Это бессознательное выступает в двух ипостасях: шизофре­ния и паранойя: шизофрения — это свободное излияние креа­тивности, нововведений, изменений свободы. В то время как паранойя — это стабильность, консерватизм, мегафабрика, ши­зофрения — потенциал революции. Следует сказать, что книга «Капитализм и шизофрения...» была написана на волне студен­ческого движения конца 60-х гг. XX века, она проникнута анар­хистским пафосом. Разрушай! Разрушай! Шизоанализ идет пу­тем разрушения, его задача полное очищение бессознательного, абсолютное выскабливание[530]. Так постмодернисты нашли пси­хологическое обоснование необходимости и священности рево­люции. Шизофреник смешивает все коды (т. е. попирает любой порядок), будучи декодированным потоком желаний. Шизоф­реник — это производство желаний как предел общественного производства. Шизофреник — девиант, его клеймят как извра­щенца, но ведь это делают с точки зрения консервативной куль­турной традиции. Вне ее он вполне «нормален». Параноик — тот, кто формирует массу, в то время как пафос шизофреника состоит в высвобождении из-под гнета культуры и цивилизации, в освобождении шизоидного потока желаний от параноидальных ограничений. Защищая шизофрению, постмодернисты настаи­вают на конструировании субъектности (бессознательного) как свободной от внешней детерминации путем самоопределения процессуальное™ против невротизации социально-культурных ограничений. Для Делеза и Гваттари бессознательное — самоде- терминирующийся машинный процесс производства желаний, не имеющий никаких целей вне себя. Безумное, бессознатель­ное революционно преобразует капиталистическое общество. Революционер — это «социальный извращенец», он пробужда­ет имманентные машины желаний с разрушением несвободы в каких-либо формах. Революционер — маргинальный субъект капиталистического общества.

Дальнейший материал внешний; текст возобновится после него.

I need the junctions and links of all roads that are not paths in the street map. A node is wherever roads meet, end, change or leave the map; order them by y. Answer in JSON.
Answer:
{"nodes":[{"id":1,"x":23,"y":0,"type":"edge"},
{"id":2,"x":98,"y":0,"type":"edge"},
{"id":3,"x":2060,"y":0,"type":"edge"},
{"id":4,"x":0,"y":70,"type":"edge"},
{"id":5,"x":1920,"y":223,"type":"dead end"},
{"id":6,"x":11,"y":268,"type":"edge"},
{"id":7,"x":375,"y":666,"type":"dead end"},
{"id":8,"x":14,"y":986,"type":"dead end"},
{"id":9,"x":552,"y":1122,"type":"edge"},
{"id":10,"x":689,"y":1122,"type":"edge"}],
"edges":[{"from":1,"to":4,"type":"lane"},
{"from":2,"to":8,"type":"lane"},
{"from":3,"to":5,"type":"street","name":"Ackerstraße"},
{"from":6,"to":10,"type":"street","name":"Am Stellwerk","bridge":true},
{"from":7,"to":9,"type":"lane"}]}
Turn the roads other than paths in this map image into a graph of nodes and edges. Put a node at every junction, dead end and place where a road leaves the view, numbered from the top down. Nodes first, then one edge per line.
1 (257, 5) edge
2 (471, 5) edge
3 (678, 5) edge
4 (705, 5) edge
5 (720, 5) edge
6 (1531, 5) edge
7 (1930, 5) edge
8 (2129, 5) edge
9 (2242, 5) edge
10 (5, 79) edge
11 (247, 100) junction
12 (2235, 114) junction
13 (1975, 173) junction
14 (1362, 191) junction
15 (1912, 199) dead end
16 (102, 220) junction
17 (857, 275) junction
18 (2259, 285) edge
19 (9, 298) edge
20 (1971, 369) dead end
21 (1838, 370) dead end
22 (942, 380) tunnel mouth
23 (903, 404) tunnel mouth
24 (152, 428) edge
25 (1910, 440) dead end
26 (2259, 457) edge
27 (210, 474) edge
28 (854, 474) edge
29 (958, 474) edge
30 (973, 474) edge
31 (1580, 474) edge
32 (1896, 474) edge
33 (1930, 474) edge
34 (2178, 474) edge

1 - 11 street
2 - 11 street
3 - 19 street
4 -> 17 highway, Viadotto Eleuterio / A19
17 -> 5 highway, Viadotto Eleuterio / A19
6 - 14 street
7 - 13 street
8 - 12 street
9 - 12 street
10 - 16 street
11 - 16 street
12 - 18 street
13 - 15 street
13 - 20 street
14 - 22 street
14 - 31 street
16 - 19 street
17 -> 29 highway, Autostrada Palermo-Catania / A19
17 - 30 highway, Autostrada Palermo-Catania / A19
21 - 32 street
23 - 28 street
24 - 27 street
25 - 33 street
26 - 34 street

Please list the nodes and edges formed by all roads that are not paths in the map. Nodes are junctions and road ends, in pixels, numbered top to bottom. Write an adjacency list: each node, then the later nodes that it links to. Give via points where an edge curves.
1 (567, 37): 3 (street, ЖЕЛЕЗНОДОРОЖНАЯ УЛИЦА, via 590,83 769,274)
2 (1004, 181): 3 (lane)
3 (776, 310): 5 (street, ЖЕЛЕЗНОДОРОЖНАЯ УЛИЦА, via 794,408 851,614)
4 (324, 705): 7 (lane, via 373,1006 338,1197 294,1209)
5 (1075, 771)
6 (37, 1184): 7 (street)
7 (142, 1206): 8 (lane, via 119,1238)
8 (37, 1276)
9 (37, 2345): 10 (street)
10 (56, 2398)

Шизоанализ Делеза и Гваттари базируется на уверенности в аб­солютном характере природы машин желаний: «Если мы призна­ем желания как революционную силу, то делаем это потому, что верим, что капиталистическое общество может выдержать мно­жество проявлений интересов, но ни единого проявления жела­ний, которые в состоянии взорвать его базовые структуры». Глав­ное Делез и Гваттари видят в том, что всеобщая история — это процесс «детерриториализации», или глобализации. Она задает главный вектор движения капитализма, «универсальной истины» истории. Однако, считают Делез и Гваттари, капитализм потерпел историческое фиаско, так как в результате культурной дрессиров­ки не смог породить суверенного индивида, а породил нигилиста. В своей критике капитализма постмодернисты отмечают, что их желание достижения полного хаоса и нирваны он не исполнил при всей своей очевидной «декодировочной» разрушительности. В этом состоит весь фокус постмодерна, на который вполне реф­лексивно указал Ж. Лиотар, когда заявил, что постмодерн нужен для обновления модерна. Современный модерн, чтобы обрести свою новую форму, должен пройти стадию постмодерна. Постмо­дерн не конец модерна, а состояние его рождения. И это состоя­ние перманентно.